The inurl: operator is one of the most misunderstood features of Google, especially when discussing “hijacking,” so before I ask for Bigdaddy feedback, let’s take a concrete example using the inurl: operator and a real site. Thanks to AlexS for permission to use his (fun and addictive) site, neatorama.com, as an example. If you do the search [inurl:neatorama.com] you’ll see a number of results that are not from neatorama.com. Specifically, the results for [inurl:neatorama.com -site:neatorama.com] show non-neatorama.com results. Does that mean that these other urls are “hijacking” content from neatorama.com? That’s not what’s happening here. Take the url http://hot.blogrolling.com/search_linked.phtml?q=http://www.neatorama.com, for example. If you check out that url, it’s not a redirect at all. Instead, the “neatorama.com” in the url is a parameter for blogrolling.com, which shows the blogs that have neatorama.com in listed in their blogrolls. Showing the blogrolling.com url is a perfectly fine result for a search [inurl:neatorama.com], because the blogrolling.com result does include “neatorama.com” in the url.
Q: So what’s a clear-cut case when I can be sure that my content is being hijacked or that there’s an issue with Google?
A: If you owned neatorama.com and did the search [site:neatorama.com] and saw results that were not from neatorama.com, that’s something that we’d be very interested in hearing about.
Q: If I do a Bigdaddy report and mention [inurl:mydomain.com], is that a valid report of hijacking?
A: As we showed in the example above, inurl:mydomain.com just searches for “mydomain” and “com” showing up adjacent to each other in a url–there’s no requirement that the url has to be on mydomain.com. So if all you do is say “inurl:mydomain.com returns results that aren’t from my domain!!! I’ve been hijacked!!!!!” then you will not get the best response from our engineers. We’ve seen this misconception enough that I’m telling you about it in advance so that you can avoid giving feedback like that.

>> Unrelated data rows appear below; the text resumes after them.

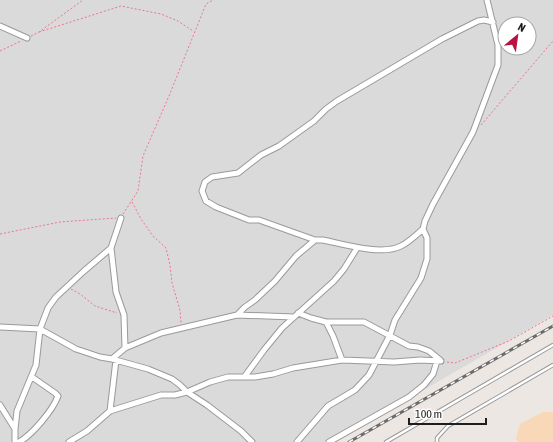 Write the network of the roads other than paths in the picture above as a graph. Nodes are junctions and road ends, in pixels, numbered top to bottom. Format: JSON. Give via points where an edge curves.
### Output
{"nodes":[{"id":1,"x":487,"y":0,"type":"edge"},
{"id":2,"x":493,"y":22,"type":"junction"},
{"id":3,"x":0,"y":26,"type":"edge"},
{"id":4,"x":28,"y":38,"type":"road end"},
{"id":5,"x":121,"y":218,"type":"road end"},
{"id":6,"x":423,"y":229,"type":"junction"},
{"id":7,"x":315,"y":240,"type":"junction"},
{"id":8,"x":111,"y":248,"type":"junction"},
{"id":9,"x":357,"y":248,"type":"junction"},
{"id":10,"x":237,"y":315,"type":"junction"},
{"id":11,"x":296,"y":315,"type":"junction"},
{"id":12,"x":326,"y":322,"type":"junction"},
{"id":13,"x":0,"y":327,"type":"edge"},
{"id":14,"x":40,"y":329,"type":"junction"},
{"id":15,"x":390,"y":335,"type":"junction"},
{"id":16,"x":553,"y":345,"type":"edge"},
{"id":17,"x":125,"y":348,"type":"junction"},
{"id":18,"x":114,"y":359,"type":"junction"},
{"id":19,"x":342,"y":360,"type":"junction"},
{"id":20,"x":376,"y":361,"type":"junction"},
{"id":21,"x":439,"y":361,"type":"junction"},
{"id":22,"x":553,"y":365,"type":"edge"},
{"id":23,"x":245,"y":376,"type":"junction"},
{"id":24,"x":32,"y":377,"type":"junction"},
{"id":25,"x":187,"y":392,"type":"junction"},
{"id":26,"x":0,"y":405,"type":"edge"},
{"id":27,"x":110,"y":411,"type":"junction"},
{"id":28,"x":15,"y":429,"type":"junction"},
{"id":29,"x":15,"y":442,"type":"edge"},
{"id":30,"x":19,"y":442,"type":"edge"},
{"id":31,"x":69,"y":442,"type":"edge"},
{"id":32,"x":252,"y":442,"type":"edge"},
{"id":33,"x":297,"y":442,"type":"edge"},
{"id":34,"x":329,"y":442,"type":"edge"},
{"id":35,"x":386,"y":442,"type":"edge"},
{"id":36,"x":436,"y":442,"type":"edge"}],
"edges":[{"from":1,"to":2,"type":"street"},
{"from":2,"to":6,"type":"street","via":[[498,45],[498,65],[473,132],[432,204]]},
{"from":2,"to":7,"type":"street","via":[[478,21],[442,39],[337,101],[314,121],[279,146],[260,155],[238,173],[212,177],[205,182],[202,191],[206,201],[216,208],[249,220],[269,223]]},
{"from":3,"to":4,"type":"street"},
{"from":5,"to":8,"type":"street"},
{"from":6,"to":9,"type":"street","via":[[400,247],[372,250]]},
{"from":6,"to":15,"type":"street","via":[[427,238],[427,259],[421,278],[395,320]]},
{"from":7,"to":9,"type":"street"},
{"from":7,"to":10,"type":"street"},
{"from":8,"to":14,"type":"street","via":[[56,297],[48,308]]},
{"from":8,"to":17,"type":"street","via":[[116,292],[124,315]]},
{"from":9,"to":11,"type":"street","via":[[334,281]]},
{"from":10,"to":11,"type":"street"},
{"from":10,"to":17,"type":"street","via":[[181,328]]},
{"from":11,"to":12,"type":"street"},
{"from":11,"to":23,"type":"street","via":[[274,336]]},
{"from":12,"to":15,"type":"street","via":[[364,322]]},
{"from":12,"to":19,"type":"street"},
{"from":13,"to":14,"type":"street"},
{"from":14,"to":18,"type":"street","via":[[76,349]]},
{"from":14,"to":24,"type":"street","via":[[38,354]]},
{"from":15,"to":20,"type":"street"},
{"from":15,"to":21,"type":"street","via":[[409,346],[429,352]]},
{"from":16,"to":35,"type":"lane"},
{"from":17,"to":18,"type":"street"},
{"from":18,"to":25,"type":"street","via":[[148,369],[172,380]]},
{"from":18,"to":27,"type":"street"},
{"from":19,"to":20,"type":"street"},
{"from":19,"to":23,"type":"street","via":[[255,377]]},
{"from":20,"to":21,"type":"street"},
{"from":20,"to":33,"type":"street","via":[[365,380],[355,390],[328,406]]},
{"from":21,"to":34,"type":"street","via":[[424,385],[409,397]]},
{"from":22,"to":36,"type":"lane","via":[[448,426]]},
{"from":23,"to":25,"type":"street","via":[[228,377]]},
{"from":24,"to":28,"type":"street","via":[[17,411]]},
{"from":24,"to":30,"type":"street","via":[[58,396],[51,408]]},
{"from":25,"to":27,"type":"street","via":[[153,397]]},
{"from":25,"to":32,"type":"street","via":[[228,421]]},
{"from":26,"to":28,"type":"street"},
{"from":27,"to":31,"type":"street","via":[[87,431]]},
{"from":28,"to":29,"type":"street"}]} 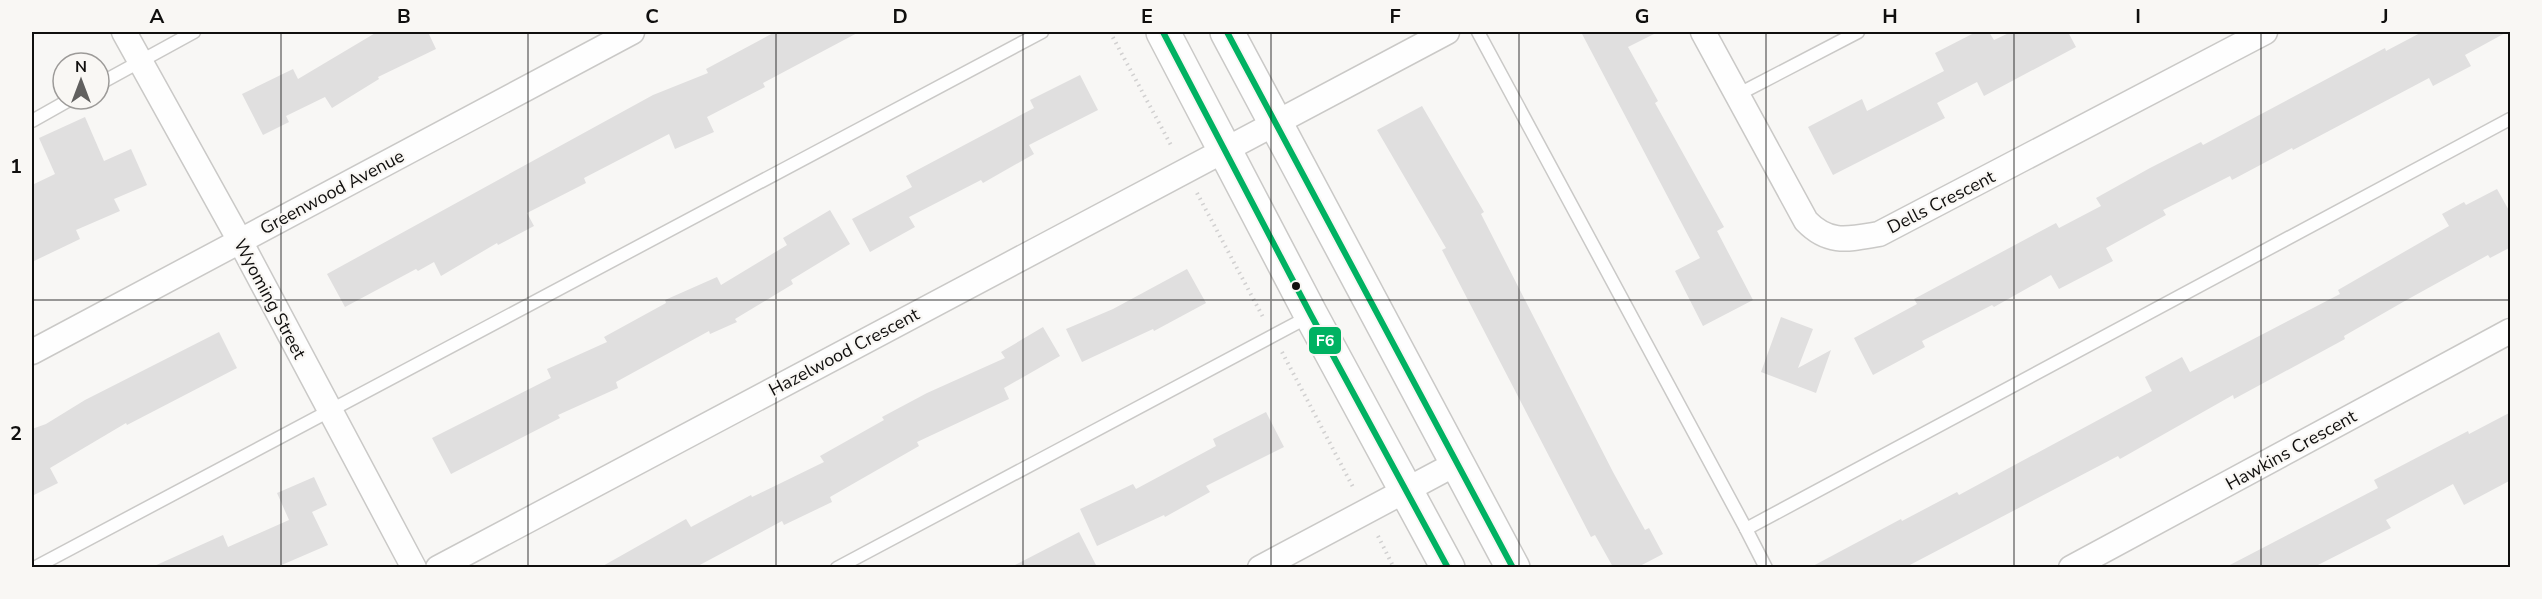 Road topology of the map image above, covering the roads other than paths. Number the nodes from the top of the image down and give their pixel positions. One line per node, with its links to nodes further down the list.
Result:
1 (124, 32): 12 (street, Wyoming Street)
2 (194, 32): 12 (lane)
3 (632, 32): 19 (street, Greenwood Avenue)
4 (1042, 32): 23 (lane)
5 (1162, 32): 18 (main road)
6 (1227, 32): 18 (main road)
7 (1447, 32): 18 (street, Hazelwood Crescent)
8 (1478, 32): 26 (lane)
9 (1703, 32): 14 (street, Dells Crescent)
10 (1858, 32): 14 (lane)
11 (2265, 32): 14 (street, Dells Crescent)
12 (139, 61): 13 (lane); 19 (street, Wyoming Street)
13 (111, 77)
14 (1737, 95)
15 (51, 110): 17 (lane)
16 (2511, 119): 26 (lane)
17 (32, 121)
18 (1251, 136): 20 (main road); 24 (main road); 29 (street, Hazelwood Crescent)
19 (240, 241): 22 (street, Greenwood Avenue); 23 (street, Wyoming Street)
20 (1311, 315): 25 (main road); 30 (lane)
21 (2511, 331): 35 (street, Hawkins Crescent)
22 (32, 352)
23 (330, 411): 27 (lane); 28 (street, Wyoming Street)
24 (1457, 463): 25 (street); 33 (main road)
25 (1407, 489): 31 (street); 32 (main road)
26 (1746, 530): 34 (lane)
27 (34, 567)
28 (414, 567)
29 (438, 567)
30 (837, 567)
31 (1260, 567)
32 (1448, 567)
33 (1513, 567)
34 (1766, 567)
35 (2071, 567)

Q: What if there is another url and it does a 302 to my domain?
A: First off, I wouldn’t worry if the url is uncrawled (just a url showing with no snippet or description). That means that we saw a reference to a url, but didn’t crawl it. If/when we crawl that url reference, we would see the 302 and would handle it just fine.
Q: So put all this together for me. How would you report a potential 302 problem that I spotted using inurl: so that it gets the proper attention?
A: Here’s how I’d say it.
Hi, I did a search [inurl:mydomain.com -site:mydomain.com] and I noticed a bad result. The #3 result is www.weirdresult.com/redirect2.php?url=www.mydomain.com. When I visit the weirdresult.com result, it does a 302 redirect to mydomain.com. I know the weirdresult.com url has been crawled, because I see a snippet for the result. And when I view the cached page on weirdresult.com, I see the content of my home page. My home page does appear when I do the search [site:mydomain.com], but I don’t think it helps quality to have this weirdresult.com result in your index. Can you check this out? Thanks.
A subtle point to note in the report above: the more specific you can be (e.g. avoid pronouns or using “url” without specifying which url you mean), the more it will help. Just saying “this url” or “that url” can be ambiguous. You will be quite familiar with your situation, but the person reading your feedback won’t. The note above is also polite. It may make you feel better to use words like “hijacking” or to sprinkle exclamation points liberally over your feedback, but I’d recommend doing reports in a normal tone, not a “I’m three seconds away from sending you death threats” tone. Just a tip on getting maximum bang-for-your-buck with your feedback report.
Q: Are there other ways to report a potential canonicalization/dupe issue?
A: Sure. Here’s another useful report that I’ve seen recently (sanitized to protect the reporter):
Hi, I did a search for [firstname lastname] and noticed a weird result at #4. The result is www.weirdresult.com, and if you view the cached page it’s just a “this domain is parked” page. I think you might have confused weirdresult.com and mypersonalsite.com, because I checked and weirdresult.com and mypersonalsite.com are both on the same webhost and the same IP address. I don’t know if it’s an issue with Google or with my webhost, but I’m pretty sure that somehow these two domains got mixed up. weirdresult.com has nothing to do with me and doesn’t have any matches for my name as far as I can tell.
That’s a perfectly fine report too.
Just to repeat, if you send in bigdaddy feedback and it just says “I used inurl: and I saw results that weren’t from mydomain.com” you probably won’t get much attention, because that’s how inurl: is supposed to work. At a minimum, you’ll want to verify (and then mention in your feedback) that www.weirdresult.com/redirect2.php?url=www.mydomain.com 1) was crawled because you see a snippet, 2) does do a redirect to your site, and (maybe) 3) shows content from your site. An engineer can do better investigation on your feedback if you give clear, specific, unambiguous info in your report.